Navid Mahooti, M.D., an NSMC family medicine and sports medicine physician adds, “If an athlete returns to activity before his brain has healed, it may increase his risk of developing post-concussive syndrome or other more serious brain injuries.”
To help physicians and coaches determine when the brain has healed and athletes can return to play, Swampscott instituted ImPACT (Immediate Post-Concussion Assessment and Cognitive Testing) testing in 2010. Students take a pre-season computerized test to measure verbal and visual memory, processing speed and reaction time. This baseline assessment helps to objectively evaluate the athlete’s post-injury condition and track recovery for safe return to play, preventing the cumulative effects of concussion.

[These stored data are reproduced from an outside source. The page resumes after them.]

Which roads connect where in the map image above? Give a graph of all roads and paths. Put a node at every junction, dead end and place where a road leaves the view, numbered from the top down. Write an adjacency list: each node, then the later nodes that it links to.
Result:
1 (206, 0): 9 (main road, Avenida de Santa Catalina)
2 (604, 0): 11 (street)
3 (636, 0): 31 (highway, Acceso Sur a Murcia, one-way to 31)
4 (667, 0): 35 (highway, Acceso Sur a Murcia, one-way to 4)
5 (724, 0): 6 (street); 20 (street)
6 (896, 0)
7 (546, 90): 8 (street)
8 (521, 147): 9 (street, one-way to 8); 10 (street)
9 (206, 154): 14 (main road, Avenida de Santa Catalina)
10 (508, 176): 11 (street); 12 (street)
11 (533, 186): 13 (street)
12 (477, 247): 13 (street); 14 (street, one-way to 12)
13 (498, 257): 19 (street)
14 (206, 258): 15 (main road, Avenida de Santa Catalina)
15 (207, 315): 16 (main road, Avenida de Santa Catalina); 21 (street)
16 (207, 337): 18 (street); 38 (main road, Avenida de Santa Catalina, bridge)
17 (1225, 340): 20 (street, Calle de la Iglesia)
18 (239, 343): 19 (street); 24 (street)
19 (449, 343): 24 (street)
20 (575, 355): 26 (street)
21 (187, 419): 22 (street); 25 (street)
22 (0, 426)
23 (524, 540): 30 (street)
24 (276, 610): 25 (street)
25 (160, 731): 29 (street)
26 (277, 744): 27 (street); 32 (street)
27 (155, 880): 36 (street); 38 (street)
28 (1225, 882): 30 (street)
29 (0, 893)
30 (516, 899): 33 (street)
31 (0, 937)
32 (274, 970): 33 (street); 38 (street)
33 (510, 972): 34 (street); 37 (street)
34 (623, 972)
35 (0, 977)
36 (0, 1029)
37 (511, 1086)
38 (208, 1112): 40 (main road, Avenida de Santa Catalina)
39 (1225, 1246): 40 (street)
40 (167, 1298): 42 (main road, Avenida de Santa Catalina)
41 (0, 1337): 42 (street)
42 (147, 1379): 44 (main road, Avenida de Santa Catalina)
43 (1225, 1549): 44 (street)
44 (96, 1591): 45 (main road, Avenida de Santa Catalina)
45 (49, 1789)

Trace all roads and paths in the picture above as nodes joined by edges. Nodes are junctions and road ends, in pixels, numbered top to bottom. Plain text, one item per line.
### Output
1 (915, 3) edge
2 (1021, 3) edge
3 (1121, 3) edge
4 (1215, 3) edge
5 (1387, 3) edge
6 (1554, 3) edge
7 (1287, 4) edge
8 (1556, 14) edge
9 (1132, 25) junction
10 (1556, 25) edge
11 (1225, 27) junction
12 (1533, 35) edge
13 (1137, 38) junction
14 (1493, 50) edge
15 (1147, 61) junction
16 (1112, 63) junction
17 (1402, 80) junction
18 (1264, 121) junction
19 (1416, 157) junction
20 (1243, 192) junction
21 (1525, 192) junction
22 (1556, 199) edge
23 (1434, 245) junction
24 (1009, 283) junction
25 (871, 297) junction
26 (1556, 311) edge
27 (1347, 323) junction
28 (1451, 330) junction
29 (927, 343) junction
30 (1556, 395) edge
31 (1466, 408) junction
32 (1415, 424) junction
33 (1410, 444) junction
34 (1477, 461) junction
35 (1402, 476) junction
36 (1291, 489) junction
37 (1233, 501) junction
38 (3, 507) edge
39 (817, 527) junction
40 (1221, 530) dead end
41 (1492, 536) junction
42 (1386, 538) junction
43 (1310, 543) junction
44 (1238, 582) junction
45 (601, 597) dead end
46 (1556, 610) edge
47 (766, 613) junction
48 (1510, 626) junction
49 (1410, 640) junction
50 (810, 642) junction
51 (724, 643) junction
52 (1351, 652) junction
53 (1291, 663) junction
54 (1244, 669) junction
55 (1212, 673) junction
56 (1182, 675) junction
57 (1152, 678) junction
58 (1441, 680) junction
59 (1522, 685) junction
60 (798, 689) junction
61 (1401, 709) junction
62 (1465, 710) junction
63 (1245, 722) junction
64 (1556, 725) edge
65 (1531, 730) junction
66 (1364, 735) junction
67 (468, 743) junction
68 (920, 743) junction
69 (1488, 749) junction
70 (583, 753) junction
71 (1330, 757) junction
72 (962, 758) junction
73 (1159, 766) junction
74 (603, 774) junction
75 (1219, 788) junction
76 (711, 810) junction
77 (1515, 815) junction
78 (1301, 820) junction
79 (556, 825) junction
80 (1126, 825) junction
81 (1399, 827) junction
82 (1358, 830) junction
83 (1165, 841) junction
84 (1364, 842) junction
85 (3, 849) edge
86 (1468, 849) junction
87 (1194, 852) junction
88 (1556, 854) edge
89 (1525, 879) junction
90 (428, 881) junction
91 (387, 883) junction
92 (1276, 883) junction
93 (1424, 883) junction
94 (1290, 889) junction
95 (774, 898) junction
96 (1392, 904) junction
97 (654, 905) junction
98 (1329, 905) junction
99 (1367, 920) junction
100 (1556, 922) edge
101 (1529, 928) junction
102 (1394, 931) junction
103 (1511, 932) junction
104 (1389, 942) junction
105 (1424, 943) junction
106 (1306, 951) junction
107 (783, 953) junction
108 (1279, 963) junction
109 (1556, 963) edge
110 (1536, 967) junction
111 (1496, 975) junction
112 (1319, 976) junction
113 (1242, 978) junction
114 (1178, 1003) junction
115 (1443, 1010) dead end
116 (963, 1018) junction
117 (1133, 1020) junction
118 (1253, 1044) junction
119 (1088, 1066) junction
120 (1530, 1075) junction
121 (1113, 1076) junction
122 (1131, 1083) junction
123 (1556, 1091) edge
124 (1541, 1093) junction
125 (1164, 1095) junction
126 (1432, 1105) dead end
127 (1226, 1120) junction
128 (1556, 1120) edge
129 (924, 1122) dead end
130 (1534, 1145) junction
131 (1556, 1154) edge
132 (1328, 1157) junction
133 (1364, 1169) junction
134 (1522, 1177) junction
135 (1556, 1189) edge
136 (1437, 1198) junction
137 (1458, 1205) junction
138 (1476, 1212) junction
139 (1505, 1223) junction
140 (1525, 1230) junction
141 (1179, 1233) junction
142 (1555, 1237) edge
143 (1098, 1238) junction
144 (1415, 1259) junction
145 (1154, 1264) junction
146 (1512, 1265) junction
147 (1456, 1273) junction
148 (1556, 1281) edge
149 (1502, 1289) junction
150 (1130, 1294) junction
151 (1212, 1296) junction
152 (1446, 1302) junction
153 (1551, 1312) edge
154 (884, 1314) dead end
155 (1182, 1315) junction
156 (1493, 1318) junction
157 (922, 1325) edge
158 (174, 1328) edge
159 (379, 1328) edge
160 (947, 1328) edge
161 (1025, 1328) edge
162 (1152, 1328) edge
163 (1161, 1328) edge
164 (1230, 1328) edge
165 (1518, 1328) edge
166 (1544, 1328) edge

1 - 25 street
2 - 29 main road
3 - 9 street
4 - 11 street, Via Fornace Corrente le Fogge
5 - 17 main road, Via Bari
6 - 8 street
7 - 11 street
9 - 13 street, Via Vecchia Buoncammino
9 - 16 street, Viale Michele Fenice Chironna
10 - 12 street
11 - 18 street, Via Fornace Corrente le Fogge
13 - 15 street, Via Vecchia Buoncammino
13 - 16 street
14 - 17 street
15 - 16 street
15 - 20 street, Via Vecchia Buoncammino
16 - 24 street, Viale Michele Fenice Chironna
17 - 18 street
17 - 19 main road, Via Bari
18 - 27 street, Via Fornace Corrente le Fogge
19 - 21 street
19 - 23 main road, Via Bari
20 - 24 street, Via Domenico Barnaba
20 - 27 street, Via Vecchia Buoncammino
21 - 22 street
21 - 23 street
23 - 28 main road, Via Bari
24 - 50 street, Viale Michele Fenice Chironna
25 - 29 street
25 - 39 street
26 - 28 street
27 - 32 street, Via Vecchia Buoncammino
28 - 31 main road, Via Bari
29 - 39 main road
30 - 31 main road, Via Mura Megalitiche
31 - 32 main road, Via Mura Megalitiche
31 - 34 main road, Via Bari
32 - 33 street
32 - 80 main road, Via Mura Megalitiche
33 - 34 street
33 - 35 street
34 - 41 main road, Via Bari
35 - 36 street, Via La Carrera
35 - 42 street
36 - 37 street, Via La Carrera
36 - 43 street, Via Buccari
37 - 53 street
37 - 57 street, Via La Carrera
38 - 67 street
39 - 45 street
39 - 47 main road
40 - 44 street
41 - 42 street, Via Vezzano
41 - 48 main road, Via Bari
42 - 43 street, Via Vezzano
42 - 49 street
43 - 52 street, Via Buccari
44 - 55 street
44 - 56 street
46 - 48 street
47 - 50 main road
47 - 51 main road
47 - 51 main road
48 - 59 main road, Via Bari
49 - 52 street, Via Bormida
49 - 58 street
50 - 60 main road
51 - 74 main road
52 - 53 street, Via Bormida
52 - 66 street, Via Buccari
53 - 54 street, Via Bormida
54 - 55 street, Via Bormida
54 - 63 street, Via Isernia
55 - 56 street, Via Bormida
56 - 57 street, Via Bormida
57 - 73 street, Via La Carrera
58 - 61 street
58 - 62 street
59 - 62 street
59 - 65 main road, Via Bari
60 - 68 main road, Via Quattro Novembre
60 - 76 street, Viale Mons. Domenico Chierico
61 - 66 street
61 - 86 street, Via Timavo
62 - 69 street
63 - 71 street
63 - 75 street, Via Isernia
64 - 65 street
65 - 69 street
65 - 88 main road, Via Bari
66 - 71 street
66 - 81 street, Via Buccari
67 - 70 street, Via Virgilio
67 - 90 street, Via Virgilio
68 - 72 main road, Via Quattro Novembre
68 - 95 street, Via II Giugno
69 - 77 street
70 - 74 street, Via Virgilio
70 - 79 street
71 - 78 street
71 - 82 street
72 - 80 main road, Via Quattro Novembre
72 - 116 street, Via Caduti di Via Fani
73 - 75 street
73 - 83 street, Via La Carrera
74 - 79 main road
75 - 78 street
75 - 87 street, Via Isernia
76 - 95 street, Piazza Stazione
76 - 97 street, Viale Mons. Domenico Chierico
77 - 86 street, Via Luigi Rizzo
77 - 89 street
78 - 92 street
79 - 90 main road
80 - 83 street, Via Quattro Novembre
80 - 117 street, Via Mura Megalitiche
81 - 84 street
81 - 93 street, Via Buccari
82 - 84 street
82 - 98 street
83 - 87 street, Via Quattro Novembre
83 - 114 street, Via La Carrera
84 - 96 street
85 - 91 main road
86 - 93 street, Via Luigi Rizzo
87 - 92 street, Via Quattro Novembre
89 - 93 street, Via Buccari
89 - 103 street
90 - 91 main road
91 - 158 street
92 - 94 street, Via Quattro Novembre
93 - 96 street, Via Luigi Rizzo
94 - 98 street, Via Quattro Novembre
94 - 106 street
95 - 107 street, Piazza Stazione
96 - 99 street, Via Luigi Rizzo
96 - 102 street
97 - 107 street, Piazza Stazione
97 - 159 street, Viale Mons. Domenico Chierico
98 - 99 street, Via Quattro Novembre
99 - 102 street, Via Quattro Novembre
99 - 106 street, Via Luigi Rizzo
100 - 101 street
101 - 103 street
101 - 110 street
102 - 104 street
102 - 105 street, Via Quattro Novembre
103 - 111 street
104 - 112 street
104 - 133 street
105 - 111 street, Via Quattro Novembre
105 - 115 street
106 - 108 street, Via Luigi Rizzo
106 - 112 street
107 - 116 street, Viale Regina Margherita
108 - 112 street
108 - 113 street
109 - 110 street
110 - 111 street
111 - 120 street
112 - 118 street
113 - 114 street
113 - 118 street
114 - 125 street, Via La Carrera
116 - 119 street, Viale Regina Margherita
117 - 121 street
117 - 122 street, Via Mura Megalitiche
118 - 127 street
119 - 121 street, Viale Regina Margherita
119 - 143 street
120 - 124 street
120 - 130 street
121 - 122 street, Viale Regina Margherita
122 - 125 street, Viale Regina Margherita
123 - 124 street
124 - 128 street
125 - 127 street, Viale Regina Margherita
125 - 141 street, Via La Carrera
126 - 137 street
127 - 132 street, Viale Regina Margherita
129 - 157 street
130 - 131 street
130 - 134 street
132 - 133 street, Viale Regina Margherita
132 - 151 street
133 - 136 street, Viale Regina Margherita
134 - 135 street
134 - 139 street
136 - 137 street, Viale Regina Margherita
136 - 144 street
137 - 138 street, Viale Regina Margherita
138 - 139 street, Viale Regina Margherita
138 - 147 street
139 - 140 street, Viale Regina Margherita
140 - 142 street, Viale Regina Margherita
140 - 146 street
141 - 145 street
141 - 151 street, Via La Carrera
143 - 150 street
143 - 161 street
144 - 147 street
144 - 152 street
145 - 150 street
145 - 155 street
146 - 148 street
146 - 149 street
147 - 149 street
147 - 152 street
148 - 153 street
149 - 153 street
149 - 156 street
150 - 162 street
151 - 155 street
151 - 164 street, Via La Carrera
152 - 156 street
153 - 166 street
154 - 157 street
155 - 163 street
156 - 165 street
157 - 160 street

Wheeler was allowed to return to school after a week, but her headache and other symptoms persisted. “Just the noise of pushing in chairs would cause an awful headache. Because I didn’t have any outward signs or bruises, I had to remind my teachers that I had a concussion, so they could give me extra time to complete an assignment or test,” said Wheeler. “It was frustrating because I wanted to get back to normal and to cheering. I couldn’t even go to the games because it was too loud.”
After repeating the ImPACT test for six weeks, Dr. McAuliffe determined that her brain had finally healed and cleared her to return to cheering.
Wheeler’s mother is perhaps most relieved. “If we hadn’t had the ImPACT test, I’m sure Kristin would have gone back to cheering too soon. I don’t like to think about what could have happened if she were hurt again,” she says.
“Concussions are the one sports injury that can change an athlete’s life forever if not properly managed,” said Dr. McAuliffe. If athletes have any type of brain injury, they should always see a medical expert for evaluation before returning to sports.